It's a question that begs an answer.  Where do we go from here?  On any given day you will find recruiters pondering this same question.  You will find multiple scenarios which may require your focus.  You will find candidates, colleagues, friends, neighbors, careerists, others, all pondering this self same question.  It is a career question as old as business.  It is a question that facilitates outcomes, it is a call to action. 

It is a reference to choice, and change.  All of which bring uncertainty and a focus on quality.  Where then - do you go from here? 

I think answers to this question may be best brought forth by one whom doesn't give up, doesn't shirk responsibility, gives credence to their own humanity, and realizes that the world of today is going to be different from the one we are in tomorrow.

I think it comes down to perspective.  Granted, how can one in our busy world still find hope and perspective when day in and day out things are going at the speed of light?  It comes down to the fact that one must carve out of a busy day a few moments to be introspective, to be one whom ponders the greater outcomes. 

Somewhere along the way are moments where things come together in more ways than one can even ponder, where the light on the staffing journey is so clear, that you know that in spite of everything that is thrown at you, no matter what happens you will achieve greatness when all things are battling you to the nether reaches of your ability to deliver.  And somehow you do.

Where do we go from here?  What do we do differently?  How do we take the proverbial bull by the horns in today's society so much so that nothing stops us from going to the next level of performance?  How do you accomplish goals you set when obstacles appear to be so overwhelming as to make you stop and say - How can I do this?

I found myself the other day giving career feedback and career coaching to a candidate whom didn't give themselves enough credit.  This candidate has so much potential and his work ethic is so powerful that he reminds me that regardless of what endeavor one is in, one can achieve and will achieve when they are focused, disciplined and keep on. 

This candidate a contractor at my company needed that spark of hope, having worked in temporary capacities for the past few years - there was that sliver of doubt that crept in when he kept going from temp job to temp job.  When really it had nothing to do with his ability, just the economic circumstances in our macro environment. 

There are many like this - I have run into them in my recruiting ventures on a daily basis as I strive to deliver outcomes, and business results I come across those whom are concerned with life, concerned with change, and look at the temporary circumstances surrounding them.  This is human nature, it is normal. 

Today - there are numerous circumstances at the macro level of society that we cannot control - I find it paramount to alleviate the scars of life's temporary mentality to switch that paradigm around to one of permanence.  What is the long term?  What is the 5 year, 10 year, and 15 year plan?  Where does one go from here?

I suppose it comes down to career perspective.  That is a lesson that all of us can take to heart.  How often do we as recruiting/staffing professionals look at our own career journey in the lens of the long haul.  How often do we ponder the true aspect of our delivery and performance model for the long term career trajectory, the long term perspective of life?  There is in our world a temporary gratification reflex.  I can't really say it any other way.  Overcoming the tendency to think of your career in the myopic lens of temporary focus is cutting out a whole opportunity to deliver even stronger results.  Where does life dictate that we will go?  Does it ever?  Always.  But we need to rise above that - take into account the true meaning of our careers that they are going to be DECADES LONG, and that this blip on a screen, this challenge, this struggle of today is just a temporary blur, blip and little check mark on the screen.  There is SO MUCH MORE.

I account staffing vision as lacking these days, in our staffing strategies do we map out the long term, not just the short term business blinders?  The telescope of long term career planning should be married to the long term organizational planning.  Sure - how can your recruiters & sourcers fit into the long term scheme of things to come?  How will one deliver outcomes that never shed a positive momentum?  By committing to the long term career mantra, the long haul, the vision that is bigger than any one recruiter, venture, staffing plan or metric.  Long term perspective is the holy grail of every careerist.  Where does one go from here?  Answering that question with one of long term significance?
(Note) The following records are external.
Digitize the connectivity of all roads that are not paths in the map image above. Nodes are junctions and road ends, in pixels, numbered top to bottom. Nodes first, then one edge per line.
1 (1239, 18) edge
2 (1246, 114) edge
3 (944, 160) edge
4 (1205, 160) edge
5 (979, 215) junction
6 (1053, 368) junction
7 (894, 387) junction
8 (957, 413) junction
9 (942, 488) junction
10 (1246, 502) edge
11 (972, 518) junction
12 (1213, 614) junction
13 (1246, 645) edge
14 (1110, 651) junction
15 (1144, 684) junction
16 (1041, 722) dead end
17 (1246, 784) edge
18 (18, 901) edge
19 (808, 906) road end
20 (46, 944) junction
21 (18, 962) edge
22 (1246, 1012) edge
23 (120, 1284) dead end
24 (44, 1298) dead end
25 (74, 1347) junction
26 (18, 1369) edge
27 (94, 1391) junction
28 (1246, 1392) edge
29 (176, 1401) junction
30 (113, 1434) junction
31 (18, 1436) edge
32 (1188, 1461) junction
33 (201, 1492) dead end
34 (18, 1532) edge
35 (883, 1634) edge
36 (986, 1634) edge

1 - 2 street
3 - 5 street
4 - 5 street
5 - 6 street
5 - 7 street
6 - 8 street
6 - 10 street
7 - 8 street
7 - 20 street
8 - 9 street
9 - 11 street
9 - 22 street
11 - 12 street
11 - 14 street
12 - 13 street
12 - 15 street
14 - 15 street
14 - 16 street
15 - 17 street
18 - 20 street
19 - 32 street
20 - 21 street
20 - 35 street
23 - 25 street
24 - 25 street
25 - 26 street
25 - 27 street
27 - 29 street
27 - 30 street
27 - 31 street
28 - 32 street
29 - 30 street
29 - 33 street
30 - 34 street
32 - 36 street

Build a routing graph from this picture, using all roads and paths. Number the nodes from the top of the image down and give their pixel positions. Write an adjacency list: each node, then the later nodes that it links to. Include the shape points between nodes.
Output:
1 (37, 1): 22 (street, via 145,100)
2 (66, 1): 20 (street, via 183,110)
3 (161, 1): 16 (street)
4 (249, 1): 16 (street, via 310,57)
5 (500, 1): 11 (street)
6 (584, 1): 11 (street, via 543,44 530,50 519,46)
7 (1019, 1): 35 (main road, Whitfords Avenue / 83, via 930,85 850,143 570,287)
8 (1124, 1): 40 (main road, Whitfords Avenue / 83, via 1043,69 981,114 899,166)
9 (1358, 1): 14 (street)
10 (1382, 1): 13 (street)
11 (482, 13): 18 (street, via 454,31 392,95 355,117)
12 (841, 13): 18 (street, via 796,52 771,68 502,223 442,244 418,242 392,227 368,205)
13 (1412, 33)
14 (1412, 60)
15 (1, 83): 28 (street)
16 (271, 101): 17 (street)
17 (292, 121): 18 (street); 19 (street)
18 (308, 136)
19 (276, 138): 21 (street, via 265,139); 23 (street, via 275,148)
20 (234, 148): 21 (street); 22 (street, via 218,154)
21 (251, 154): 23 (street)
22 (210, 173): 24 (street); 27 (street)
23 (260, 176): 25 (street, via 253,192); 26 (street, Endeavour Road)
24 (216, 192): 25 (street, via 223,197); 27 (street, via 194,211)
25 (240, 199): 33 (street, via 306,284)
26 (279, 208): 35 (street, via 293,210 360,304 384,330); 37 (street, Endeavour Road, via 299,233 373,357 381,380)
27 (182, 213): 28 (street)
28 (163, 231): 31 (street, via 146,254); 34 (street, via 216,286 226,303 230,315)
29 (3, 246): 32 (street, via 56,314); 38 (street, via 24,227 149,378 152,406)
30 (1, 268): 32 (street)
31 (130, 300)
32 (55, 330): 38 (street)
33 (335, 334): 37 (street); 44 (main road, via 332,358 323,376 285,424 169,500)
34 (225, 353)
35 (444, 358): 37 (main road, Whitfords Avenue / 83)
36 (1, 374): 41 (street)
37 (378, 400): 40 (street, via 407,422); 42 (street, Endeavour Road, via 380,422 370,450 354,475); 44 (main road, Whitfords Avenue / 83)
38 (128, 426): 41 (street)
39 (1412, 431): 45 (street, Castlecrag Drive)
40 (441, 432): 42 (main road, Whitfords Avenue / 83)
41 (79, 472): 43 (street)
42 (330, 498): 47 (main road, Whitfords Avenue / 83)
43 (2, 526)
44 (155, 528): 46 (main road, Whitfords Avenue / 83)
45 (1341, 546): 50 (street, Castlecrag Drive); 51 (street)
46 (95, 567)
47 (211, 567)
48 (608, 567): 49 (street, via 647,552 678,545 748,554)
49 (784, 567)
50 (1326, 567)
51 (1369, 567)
What is my long term career plan?  What is my overall organizational value add for the long haul?  Where do I see myself in 5, 10, 15 years?

We ask these questions of candidates and why not of ourselves?  I think that vision is clearly what gets me up out of bed each day to go a few more rounds and fill a few more jobs.  That's the driving long term factor.  That's the career vision I commit to.  And that is how I choose to live my life.  Proactive versus reactive.  Isn't that what staffing greatness is built upon?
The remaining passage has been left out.